<<<<

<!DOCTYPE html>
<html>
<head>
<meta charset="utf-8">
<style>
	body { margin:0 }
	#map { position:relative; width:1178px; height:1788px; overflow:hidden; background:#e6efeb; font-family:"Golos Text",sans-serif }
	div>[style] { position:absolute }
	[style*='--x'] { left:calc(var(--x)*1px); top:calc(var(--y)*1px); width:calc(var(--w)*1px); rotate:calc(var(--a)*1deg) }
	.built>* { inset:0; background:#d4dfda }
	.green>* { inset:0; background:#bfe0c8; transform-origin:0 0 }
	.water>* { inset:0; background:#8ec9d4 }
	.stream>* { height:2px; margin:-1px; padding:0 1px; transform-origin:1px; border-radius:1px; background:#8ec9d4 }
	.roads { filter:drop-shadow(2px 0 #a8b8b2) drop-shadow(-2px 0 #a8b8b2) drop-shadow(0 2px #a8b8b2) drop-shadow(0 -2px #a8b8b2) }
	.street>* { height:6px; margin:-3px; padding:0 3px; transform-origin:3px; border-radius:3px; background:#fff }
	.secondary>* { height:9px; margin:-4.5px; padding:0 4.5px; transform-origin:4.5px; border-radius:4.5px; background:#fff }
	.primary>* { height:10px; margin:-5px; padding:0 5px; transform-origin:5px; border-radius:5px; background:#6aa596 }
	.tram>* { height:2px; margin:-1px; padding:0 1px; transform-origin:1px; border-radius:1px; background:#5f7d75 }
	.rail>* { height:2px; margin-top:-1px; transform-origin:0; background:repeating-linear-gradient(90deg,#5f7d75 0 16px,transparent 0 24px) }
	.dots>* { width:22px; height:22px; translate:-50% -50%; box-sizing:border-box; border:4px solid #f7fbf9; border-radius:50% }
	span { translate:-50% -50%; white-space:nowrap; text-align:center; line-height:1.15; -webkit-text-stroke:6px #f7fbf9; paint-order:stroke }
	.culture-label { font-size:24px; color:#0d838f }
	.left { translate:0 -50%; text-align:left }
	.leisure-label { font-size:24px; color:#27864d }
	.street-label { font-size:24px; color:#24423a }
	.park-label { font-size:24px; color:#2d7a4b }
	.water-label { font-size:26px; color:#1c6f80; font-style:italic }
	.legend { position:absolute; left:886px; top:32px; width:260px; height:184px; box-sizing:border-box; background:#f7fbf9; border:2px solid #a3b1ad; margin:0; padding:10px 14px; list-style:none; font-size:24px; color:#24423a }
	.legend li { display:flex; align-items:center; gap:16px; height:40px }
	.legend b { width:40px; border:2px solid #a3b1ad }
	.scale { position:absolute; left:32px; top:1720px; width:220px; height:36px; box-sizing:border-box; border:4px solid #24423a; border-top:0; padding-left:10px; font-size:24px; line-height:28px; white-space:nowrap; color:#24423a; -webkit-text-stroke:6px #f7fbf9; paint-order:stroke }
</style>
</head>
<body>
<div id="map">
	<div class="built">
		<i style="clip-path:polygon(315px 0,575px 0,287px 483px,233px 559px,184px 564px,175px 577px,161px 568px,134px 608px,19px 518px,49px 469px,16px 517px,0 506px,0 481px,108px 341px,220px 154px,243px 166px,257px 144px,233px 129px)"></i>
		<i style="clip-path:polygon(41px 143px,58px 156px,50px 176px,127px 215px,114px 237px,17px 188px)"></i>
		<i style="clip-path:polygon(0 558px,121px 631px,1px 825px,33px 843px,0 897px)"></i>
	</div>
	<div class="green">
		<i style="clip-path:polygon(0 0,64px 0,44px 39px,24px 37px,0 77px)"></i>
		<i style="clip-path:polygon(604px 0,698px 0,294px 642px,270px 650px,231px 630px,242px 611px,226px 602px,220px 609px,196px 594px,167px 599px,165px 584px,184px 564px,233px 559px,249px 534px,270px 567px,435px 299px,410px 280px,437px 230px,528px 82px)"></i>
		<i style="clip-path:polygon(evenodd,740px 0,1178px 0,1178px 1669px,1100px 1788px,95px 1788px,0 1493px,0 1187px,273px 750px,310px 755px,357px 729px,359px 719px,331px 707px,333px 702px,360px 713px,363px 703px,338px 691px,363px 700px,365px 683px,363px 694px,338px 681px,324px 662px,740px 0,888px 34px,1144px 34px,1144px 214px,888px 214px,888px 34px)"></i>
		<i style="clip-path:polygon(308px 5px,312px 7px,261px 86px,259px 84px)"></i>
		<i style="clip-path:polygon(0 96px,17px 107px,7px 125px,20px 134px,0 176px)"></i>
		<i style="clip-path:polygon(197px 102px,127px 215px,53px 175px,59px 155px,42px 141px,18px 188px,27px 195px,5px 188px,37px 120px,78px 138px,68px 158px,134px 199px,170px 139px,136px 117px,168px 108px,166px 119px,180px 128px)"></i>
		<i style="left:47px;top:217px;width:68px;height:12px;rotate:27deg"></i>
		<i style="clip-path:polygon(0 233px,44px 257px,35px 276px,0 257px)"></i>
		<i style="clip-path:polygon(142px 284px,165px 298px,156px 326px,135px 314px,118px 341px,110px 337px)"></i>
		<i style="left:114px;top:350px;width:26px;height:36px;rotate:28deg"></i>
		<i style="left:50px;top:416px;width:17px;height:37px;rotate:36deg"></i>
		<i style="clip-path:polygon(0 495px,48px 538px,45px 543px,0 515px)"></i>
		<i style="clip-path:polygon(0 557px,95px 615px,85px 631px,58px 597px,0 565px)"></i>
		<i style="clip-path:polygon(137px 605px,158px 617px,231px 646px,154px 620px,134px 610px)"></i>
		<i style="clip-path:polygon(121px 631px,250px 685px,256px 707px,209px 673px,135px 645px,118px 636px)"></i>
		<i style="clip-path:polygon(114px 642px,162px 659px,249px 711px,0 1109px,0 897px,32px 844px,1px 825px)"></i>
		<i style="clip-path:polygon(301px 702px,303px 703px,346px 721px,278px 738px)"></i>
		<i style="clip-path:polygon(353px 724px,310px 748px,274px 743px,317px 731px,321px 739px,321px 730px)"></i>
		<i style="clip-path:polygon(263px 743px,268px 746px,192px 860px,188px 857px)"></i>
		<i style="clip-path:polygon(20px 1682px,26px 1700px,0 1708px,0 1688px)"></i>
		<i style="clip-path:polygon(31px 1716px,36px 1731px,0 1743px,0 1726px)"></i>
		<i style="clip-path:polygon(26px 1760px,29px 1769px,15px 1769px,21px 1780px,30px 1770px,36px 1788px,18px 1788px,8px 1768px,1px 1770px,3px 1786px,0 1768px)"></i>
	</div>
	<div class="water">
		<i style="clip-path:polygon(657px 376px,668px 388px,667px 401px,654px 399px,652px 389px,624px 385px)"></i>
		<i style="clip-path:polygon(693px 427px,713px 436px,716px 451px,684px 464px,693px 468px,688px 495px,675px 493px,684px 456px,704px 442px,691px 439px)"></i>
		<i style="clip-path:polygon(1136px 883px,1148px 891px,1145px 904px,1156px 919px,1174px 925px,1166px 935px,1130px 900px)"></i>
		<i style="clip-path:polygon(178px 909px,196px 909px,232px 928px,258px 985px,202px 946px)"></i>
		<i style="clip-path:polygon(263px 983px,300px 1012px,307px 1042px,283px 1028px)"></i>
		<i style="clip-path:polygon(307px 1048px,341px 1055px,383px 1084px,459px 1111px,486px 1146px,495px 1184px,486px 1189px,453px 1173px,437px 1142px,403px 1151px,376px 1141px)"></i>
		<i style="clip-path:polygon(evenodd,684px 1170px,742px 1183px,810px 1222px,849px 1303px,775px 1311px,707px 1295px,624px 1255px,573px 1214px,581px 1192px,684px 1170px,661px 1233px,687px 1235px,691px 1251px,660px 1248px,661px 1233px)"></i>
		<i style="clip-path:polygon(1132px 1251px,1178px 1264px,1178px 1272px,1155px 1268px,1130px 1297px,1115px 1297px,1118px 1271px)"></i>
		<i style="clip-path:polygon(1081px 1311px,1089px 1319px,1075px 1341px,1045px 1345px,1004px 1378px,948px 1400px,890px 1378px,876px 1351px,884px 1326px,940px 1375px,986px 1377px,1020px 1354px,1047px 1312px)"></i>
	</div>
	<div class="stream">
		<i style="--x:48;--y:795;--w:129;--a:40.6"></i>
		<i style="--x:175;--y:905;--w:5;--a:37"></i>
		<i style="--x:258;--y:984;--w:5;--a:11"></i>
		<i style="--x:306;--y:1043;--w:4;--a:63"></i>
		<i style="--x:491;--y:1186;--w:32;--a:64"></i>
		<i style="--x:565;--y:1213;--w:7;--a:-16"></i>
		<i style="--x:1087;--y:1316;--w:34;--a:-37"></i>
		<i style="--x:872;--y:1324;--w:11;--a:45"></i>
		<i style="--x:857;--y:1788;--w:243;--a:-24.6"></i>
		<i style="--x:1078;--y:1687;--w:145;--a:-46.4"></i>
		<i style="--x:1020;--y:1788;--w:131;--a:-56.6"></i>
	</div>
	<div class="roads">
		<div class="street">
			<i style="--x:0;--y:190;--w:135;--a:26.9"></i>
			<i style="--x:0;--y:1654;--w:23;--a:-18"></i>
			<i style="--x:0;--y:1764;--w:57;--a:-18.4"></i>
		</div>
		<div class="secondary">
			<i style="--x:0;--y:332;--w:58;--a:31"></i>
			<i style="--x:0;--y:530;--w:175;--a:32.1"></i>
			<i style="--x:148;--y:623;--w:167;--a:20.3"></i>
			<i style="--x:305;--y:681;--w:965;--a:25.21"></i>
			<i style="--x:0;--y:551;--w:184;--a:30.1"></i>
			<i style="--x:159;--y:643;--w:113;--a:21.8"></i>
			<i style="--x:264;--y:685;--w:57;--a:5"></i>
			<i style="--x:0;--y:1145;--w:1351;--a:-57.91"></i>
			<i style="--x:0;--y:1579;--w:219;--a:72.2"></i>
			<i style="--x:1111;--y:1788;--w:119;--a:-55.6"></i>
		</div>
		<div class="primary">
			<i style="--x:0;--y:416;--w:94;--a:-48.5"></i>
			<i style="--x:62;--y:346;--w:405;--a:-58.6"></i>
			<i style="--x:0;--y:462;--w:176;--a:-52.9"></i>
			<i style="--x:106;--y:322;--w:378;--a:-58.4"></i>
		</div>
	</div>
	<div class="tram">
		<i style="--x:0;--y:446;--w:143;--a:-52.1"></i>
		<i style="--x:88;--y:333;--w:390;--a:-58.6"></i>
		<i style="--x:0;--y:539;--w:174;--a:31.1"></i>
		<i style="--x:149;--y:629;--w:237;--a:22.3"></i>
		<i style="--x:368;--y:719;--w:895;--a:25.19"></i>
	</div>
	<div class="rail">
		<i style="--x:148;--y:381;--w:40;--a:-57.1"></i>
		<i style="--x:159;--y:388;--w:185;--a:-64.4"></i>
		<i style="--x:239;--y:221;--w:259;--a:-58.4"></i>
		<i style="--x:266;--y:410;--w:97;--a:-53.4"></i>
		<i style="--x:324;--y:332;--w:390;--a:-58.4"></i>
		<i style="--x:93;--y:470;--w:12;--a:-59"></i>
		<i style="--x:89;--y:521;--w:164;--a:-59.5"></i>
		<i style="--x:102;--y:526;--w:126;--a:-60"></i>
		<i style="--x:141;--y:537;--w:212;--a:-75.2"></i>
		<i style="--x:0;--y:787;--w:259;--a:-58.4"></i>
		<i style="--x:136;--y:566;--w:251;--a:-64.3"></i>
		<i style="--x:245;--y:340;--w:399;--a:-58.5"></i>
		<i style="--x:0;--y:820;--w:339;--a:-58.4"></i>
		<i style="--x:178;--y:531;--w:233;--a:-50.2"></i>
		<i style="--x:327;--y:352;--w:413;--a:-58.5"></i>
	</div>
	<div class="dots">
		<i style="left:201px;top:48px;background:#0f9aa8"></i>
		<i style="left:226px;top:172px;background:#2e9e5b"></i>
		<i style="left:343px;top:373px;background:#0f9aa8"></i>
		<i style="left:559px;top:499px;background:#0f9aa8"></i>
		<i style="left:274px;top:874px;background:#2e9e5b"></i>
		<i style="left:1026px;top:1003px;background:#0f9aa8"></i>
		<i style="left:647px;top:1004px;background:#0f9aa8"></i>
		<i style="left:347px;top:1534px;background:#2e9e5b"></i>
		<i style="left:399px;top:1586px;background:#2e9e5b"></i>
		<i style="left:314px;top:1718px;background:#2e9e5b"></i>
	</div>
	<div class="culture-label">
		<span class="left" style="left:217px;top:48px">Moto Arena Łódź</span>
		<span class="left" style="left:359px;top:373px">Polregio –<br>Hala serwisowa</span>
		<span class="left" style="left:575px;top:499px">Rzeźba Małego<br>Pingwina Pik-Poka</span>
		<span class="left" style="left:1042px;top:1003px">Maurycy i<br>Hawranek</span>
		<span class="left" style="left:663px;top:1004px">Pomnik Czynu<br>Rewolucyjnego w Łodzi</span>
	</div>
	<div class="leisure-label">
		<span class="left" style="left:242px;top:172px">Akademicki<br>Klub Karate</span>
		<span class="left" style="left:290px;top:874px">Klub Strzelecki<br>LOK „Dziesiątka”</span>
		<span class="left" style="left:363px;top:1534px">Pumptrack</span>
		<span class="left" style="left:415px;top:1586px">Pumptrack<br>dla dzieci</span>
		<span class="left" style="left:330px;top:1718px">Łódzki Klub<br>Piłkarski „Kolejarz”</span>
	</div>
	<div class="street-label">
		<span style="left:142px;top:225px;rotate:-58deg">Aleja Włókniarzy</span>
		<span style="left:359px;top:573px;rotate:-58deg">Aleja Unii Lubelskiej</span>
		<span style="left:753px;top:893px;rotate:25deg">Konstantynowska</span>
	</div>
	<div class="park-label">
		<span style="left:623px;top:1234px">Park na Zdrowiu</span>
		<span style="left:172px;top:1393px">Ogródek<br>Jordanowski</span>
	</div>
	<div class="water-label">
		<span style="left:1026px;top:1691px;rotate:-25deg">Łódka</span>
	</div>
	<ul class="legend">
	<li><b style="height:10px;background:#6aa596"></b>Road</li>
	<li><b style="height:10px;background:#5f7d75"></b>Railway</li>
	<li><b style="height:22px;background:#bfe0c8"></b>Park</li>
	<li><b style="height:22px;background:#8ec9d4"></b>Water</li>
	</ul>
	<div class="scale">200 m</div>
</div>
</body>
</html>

>>>>

What to do
Among the lines above, which ones hold the string "scale"? Show them.

Your response
	.scale { position:absolute; left:32px; top:1720px; width:220px; height:36px; box-sizing:border-box; border:4px solid #24423a; border-top:0; padding-left:10px; font-size:24px; line-height:28px; white-space:nowrap; color:#24423a; -webkit-text-stroke:6px #f7fbf9; paint-order:stroke }
	<div class="scale">200 m</div>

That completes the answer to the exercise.